The Shooting

Earl Stubbs

nonfiction

Heavy moisture saturated the bitter north wind that sullen afternoon in December. It was 1940, and this was my first year in public school. I left the rural school building, crossed federal highway 67, and made my way past the Old Union Baptist Church.  Mama had long since ceased meeting me at the highway crossing. After all, I was six, and it interfered with one of her naps.  I hurried down the dirt road as the wind bit through my thin trousers. It didn’t take long to get there, since only a short distance seperated our small white house from the church.

As I approached, I noticed a strange car in the drive. John L., my foster-sister’s wayward husband, laughed and talked to the occupants of the car.  Then his wife, Ellie, came charging out of the house, waving Johnny’s old .38 pistol.  As usual, she cursed a blue streak.  She pointed the gun toward the car and pulled the trigger several times.  Dull, thumping sounds insued.
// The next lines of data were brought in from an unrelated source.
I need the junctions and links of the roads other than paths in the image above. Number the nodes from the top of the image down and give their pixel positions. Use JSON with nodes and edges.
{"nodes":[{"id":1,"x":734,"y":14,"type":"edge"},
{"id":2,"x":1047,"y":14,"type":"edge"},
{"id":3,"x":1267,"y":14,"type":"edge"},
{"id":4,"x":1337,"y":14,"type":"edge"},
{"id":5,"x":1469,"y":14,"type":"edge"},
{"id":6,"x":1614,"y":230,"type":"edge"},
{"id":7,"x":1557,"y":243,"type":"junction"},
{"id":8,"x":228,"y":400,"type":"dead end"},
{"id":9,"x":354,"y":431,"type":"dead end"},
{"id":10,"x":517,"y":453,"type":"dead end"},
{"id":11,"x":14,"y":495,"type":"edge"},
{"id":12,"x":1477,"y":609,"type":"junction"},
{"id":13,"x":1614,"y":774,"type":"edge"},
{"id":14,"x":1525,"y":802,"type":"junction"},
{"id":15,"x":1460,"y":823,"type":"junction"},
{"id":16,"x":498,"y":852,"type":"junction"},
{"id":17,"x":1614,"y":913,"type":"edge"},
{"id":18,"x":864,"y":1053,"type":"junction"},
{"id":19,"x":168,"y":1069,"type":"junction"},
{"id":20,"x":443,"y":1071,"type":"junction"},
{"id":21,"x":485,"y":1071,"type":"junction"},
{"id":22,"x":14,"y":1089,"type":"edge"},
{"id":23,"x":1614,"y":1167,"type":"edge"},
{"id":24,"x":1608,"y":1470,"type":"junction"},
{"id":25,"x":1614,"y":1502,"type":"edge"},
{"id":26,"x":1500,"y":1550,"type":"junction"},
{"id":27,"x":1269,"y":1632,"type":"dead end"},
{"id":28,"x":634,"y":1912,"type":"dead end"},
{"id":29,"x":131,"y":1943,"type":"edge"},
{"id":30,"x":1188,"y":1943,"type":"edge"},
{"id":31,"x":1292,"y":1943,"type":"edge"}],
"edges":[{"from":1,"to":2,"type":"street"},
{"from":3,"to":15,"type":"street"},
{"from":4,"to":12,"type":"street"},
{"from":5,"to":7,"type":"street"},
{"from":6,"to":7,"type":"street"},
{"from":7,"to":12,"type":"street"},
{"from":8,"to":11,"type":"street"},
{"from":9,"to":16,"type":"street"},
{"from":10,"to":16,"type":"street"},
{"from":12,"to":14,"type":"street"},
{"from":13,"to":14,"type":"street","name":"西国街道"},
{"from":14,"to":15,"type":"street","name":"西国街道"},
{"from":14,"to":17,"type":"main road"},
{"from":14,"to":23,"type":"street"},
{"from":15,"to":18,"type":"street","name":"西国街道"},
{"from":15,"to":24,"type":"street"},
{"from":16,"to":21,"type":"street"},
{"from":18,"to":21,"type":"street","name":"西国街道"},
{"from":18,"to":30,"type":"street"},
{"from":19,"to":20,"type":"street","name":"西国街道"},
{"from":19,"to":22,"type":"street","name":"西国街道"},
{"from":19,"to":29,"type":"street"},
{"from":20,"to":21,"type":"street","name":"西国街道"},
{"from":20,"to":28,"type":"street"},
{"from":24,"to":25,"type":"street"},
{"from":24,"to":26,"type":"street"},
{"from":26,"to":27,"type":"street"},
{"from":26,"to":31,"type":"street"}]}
The driver the car backed it toward the dirt road and then, with wheels spinning, hurtled toward the highway intersection.  I managed to move out of the way as the car roared past. I could hear people yelling.

Ellie, her fit of anger depleted, dropped the gun, fell to the ground, and sobbed. Johnny picked up the weapon and stared at it.  Then, he tossed it back on the ground, got in his car, and charged off leaving a trail of exhaust.  Ellie struggled to her feet and began calling for her mama.

I didn’t know what to do.  I couldn’t go back to school, and I couldn’t face the insanity inside the house.  I needed some time to process this new situation.  There had been lots of shouting and threats before, but never been any shooting, and it was scary.

Due to the thick clouds, and general gloom, the road past our house was exceptionally dark that day, but for some reason, the tunnel of elms didn’t look so bad.  That road had always frightened me.  Never able to explore past the rise before, I made my choice, fastened my aviator cap under my chin, and dropped the glasses over my eyes.  I walked past the house and tossed my book satchel into the yard.  Then, I hurried into the quickening breath of the north wind.

Much to my surprise, the road past the rise was pretty much the same as the rest.  I felt no yearning to return home, so I kept on moving.  As dusk approached, the darkness increased along with the cold.  My light coat was not getting it done, so when I came upon a creek with a large culvert, I decided to get out of the wind. I sat down and did my best to ward off the freezing air.  I became drowsy and soon slipped off to sleep.

The sounds woke me.  Hounds bayed and people shouted. Then, I discovered that I was freezing cold.  My teeth chattered.  Soon, something wet touched my face in the form of the long tongue of a hound dog.  Within a minute, strong hands lifted me from the culvert and wrapped me in blankets.  I don’t recall much about the trip back home, but I do remember feeling the warmth of the feather bed overcome the discomfort of the cold.

We never saw John L. again, which was better for everyone, especially John L.